Subjekte unserer eigenen Geschichte: Verschickungskinder tragen Wissen zusammen
Als wir uns das erste mal zusammengefunden haben, auf Sylt, auf einem ersten Kongress voller Solidarität und Respekt, haben unsere damaligen Fachexperten meist nur über verwandte Bereiche unseres Themas referieren können, denn unser eigentliches Thema war noch völlig unbekannt und unerschlossen. Keine Universität hat sich je damit beschäftigt, keine Professorin, kein Gutachter hat je auch nur eine Akte dieser Verschickungs- und Kurheime, Erholungsstätten und Kinderheilstätten angesehen. Es gab kein Buch, keinen Fachartikel, nichts.
Das ist nun anders! Heute haben wir selbst, als Subjekte unserer Geschichte, die Forschung zum Thema Verschickungen vorangebracht! Auf der Webseite: www.verschickungsheime.de, im FORUM, im FRAGEBOGEN, in unserem eigenen Forschungsprojekt. Im Laufe des Jahres 2020 haben sich aktive Landesgruppen in Baden-Württemberg und NRW gegründet, die eigenen zeitbegrenzte Projekte als Landesvereine durchsetzen konnten, andere Landesgruppen sind im Aufbau, Heimortgruppen führen Heimortreisen und Recherchen durch, eine BÜRGERFORSCHUNG ist überall in Gang gekommen und hat auch die universitäre Forschung angeregt.
Angesetzt an unseren eigenen Erinnerungen, versuchen wir mit unserer Öffentlichkeitsarbeit auf allen Ebenen nach 50 Jahren des Schweigens, unsere Erinnerungen wie Puzzlestücke zusammen zu montieren. Wir haben erste Definitionen, Analysen und Ursachen des Phänomens „Verschickungen“ zusammengetragen, wir haben durch die Möglichkeit des öffentlichen Zeugnis Ablegens eine Belegliste von Berichten ermöglicht, die die Öffentlichkeit entsetzt und aufgerüttelt hat. In allen Kurorten, quer durch Deutschland, bekommen unsere inneren Kinder langsam eine immer lautere Stimme, über die nicht mehr hinweg gegangen werden kann. Zusammen mit der Webseite, dem Forschungsprojekt, unseren Kongressen und den Aktivitäten der Heimort- und Landesgruppen, haben wir schon viel erreicht. Wir, die Betroffenen, sind stark und kompetent. Das ist eine große Kraft, unsere Betroffenen haben den Mut gehabt, ihre Berichte öffentlich zu machen, in dem sie sie unter: ZEUGNIS ABLEGEN selbst eingestellt haben. Die Geschichte in die eigenen Hände zu nehmen, ist der erste Schritt auf dem Weg, dass wir keine bedauernswerten Opfer sind, schwach und hilflos wie damals, sondern dass wir Subjekte unserer eigenen Geschichte geworden sind.
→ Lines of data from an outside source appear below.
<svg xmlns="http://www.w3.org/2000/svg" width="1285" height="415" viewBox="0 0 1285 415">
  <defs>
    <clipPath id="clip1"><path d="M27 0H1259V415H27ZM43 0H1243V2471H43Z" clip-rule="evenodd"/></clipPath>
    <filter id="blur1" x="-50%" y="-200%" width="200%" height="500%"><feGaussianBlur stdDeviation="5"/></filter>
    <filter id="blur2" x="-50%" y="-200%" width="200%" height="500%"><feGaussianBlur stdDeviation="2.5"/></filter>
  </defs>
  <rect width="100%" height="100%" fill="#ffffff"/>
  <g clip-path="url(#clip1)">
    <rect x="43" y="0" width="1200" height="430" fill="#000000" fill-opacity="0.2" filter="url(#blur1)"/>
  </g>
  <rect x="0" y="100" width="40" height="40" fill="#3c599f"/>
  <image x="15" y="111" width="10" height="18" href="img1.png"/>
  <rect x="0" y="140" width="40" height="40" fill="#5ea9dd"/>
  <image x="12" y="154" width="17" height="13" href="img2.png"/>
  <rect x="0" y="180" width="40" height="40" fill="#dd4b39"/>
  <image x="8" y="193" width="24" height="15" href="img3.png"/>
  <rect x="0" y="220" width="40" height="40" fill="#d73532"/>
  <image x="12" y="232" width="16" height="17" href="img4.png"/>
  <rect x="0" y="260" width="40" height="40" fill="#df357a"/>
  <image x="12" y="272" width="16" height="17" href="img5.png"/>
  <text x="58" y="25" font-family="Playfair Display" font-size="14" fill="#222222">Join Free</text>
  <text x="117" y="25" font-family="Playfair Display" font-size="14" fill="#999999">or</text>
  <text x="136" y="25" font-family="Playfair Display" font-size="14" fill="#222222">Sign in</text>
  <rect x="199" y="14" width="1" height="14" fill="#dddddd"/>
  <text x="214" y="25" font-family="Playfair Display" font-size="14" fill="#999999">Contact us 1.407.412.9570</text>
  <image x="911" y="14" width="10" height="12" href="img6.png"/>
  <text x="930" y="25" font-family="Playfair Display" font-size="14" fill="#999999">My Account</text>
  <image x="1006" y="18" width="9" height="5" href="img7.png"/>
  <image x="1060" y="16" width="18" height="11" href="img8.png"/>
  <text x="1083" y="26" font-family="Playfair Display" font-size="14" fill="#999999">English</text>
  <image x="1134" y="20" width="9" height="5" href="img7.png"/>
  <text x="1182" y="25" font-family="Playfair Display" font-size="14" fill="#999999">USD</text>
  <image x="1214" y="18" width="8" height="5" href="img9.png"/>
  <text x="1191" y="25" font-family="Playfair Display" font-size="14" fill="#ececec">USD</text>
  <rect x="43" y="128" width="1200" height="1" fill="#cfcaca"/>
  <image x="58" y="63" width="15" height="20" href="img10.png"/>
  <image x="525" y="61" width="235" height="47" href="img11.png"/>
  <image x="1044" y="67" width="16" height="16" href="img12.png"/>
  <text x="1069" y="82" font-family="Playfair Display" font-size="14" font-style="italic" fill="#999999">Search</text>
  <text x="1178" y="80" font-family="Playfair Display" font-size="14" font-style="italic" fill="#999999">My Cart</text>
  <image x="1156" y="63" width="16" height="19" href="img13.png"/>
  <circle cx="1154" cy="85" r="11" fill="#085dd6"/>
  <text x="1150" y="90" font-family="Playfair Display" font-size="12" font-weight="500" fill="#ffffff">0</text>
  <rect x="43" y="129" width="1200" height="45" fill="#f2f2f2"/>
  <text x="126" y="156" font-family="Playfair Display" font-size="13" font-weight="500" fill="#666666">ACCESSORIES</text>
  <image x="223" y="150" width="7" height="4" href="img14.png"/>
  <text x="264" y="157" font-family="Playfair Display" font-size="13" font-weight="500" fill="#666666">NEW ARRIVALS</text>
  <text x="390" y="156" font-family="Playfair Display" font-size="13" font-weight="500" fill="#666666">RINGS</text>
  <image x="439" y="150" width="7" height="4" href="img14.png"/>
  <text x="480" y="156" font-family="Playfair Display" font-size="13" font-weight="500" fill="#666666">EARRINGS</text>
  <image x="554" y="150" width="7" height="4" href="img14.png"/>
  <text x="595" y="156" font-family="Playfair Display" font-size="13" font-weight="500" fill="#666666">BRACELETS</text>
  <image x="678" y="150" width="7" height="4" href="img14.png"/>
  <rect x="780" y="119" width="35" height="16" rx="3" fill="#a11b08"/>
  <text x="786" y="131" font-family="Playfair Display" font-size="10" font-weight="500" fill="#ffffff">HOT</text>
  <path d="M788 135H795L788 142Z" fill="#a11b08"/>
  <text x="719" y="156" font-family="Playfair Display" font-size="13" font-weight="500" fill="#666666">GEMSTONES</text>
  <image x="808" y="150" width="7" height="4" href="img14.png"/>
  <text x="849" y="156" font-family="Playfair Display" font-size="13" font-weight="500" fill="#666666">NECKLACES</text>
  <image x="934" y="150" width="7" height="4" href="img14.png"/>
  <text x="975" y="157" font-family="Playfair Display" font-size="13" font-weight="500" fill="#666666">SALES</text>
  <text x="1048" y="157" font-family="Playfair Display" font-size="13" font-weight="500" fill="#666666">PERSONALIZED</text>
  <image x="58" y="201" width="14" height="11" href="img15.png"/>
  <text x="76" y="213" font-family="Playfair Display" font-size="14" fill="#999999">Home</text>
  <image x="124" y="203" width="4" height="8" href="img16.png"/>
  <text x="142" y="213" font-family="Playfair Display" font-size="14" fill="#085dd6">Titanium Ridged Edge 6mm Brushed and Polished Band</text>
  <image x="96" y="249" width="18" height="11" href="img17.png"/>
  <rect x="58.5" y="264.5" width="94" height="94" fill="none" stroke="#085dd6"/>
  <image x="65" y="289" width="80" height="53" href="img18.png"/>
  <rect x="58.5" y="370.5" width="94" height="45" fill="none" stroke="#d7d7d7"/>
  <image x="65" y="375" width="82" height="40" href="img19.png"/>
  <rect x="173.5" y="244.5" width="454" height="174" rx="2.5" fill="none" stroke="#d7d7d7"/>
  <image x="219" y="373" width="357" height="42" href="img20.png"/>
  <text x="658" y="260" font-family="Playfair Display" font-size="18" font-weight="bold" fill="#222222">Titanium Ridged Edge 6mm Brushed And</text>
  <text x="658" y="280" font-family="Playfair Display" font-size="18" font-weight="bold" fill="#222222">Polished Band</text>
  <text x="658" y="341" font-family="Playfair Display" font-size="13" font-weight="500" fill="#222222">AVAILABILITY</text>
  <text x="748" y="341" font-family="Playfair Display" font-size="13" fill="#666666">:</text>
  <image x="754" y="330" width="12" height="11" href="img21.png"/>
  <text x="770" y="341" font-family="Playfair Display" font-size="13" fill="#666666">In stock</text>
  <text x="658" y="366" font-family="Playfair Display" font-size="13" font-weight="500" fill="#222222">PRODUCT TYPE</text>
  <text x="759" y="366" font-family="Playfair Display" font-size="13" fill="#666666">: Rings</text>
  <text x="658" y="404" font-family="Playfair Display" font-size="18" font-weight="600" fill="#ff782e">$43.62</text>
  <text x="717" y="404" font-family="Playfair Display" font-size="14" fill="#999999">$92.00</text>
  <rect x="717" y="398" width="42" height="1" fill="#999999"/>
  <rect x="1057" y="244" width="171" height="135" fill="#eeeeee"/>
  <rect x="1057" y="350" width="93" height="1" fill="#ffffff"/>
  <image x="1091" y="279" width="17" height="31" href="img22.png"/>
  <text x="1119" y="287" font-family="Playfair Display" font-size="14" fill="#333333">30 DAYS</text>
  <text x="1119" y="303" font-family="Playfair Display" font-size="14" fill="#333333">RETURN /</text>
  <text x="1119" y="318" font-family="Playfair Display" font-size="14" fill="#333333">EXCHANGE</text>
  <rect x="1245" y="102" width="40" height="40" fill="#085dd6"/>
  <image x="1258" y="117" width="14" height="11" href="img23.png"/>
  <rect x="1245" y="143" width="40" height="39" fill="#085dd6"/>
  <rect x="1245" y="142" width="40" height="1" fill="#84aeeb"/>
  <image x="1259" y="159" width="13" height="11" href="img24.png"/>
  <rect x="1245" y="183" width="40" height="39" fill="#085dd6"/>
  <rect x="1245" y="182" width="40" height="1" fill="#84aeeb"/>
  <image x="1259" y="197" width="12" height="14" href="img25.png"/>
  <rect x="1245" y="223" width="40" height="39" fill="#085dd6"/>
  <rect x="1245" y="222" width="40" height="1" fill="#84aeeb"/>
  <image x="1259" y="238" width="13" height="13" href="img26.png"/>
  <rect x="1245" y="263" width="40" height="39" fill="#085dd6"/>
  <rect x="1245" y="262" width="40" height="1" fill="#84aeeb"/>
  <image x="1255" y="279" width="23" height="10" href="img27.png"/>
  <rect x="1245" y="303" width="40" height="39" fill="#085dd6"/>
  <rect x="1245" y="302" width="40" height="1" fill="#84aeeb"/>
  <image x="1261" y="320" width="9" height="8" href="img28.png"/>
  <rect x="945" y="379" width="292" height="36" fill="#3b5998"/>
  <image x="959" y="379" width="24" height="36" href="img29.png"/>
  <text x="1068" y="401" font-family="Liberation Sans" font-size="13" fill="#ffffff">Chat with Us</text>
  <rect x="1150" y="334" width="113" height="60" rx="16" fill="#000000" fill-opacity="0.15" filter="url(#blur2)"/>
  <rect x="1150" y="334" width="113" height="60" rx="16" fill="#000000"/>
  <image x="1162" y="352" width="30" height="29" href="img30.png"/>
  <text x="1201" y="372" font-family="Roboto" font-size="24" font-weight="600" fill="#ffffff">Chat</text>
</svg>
Diese Geschichte wollen wir lückenlos aufklären. Es gibt keine Zukunft ohne Vergangenheit. Wir haben in 8 Akten bereits 5 tote Kinder entdeckt, wie viele Kinder sind noch gestorben? Wir wollen das aufklären. Wir müssen es herausbekommen! Deshalb: Bundesweite Unterstützung von Aufarbeitung, Selbsthilfe und unabhängiger Recherchemöglichkeit für alle Verschickungskinder. Das sind unsere Forderungen! Helft uns sie durchzusetzen.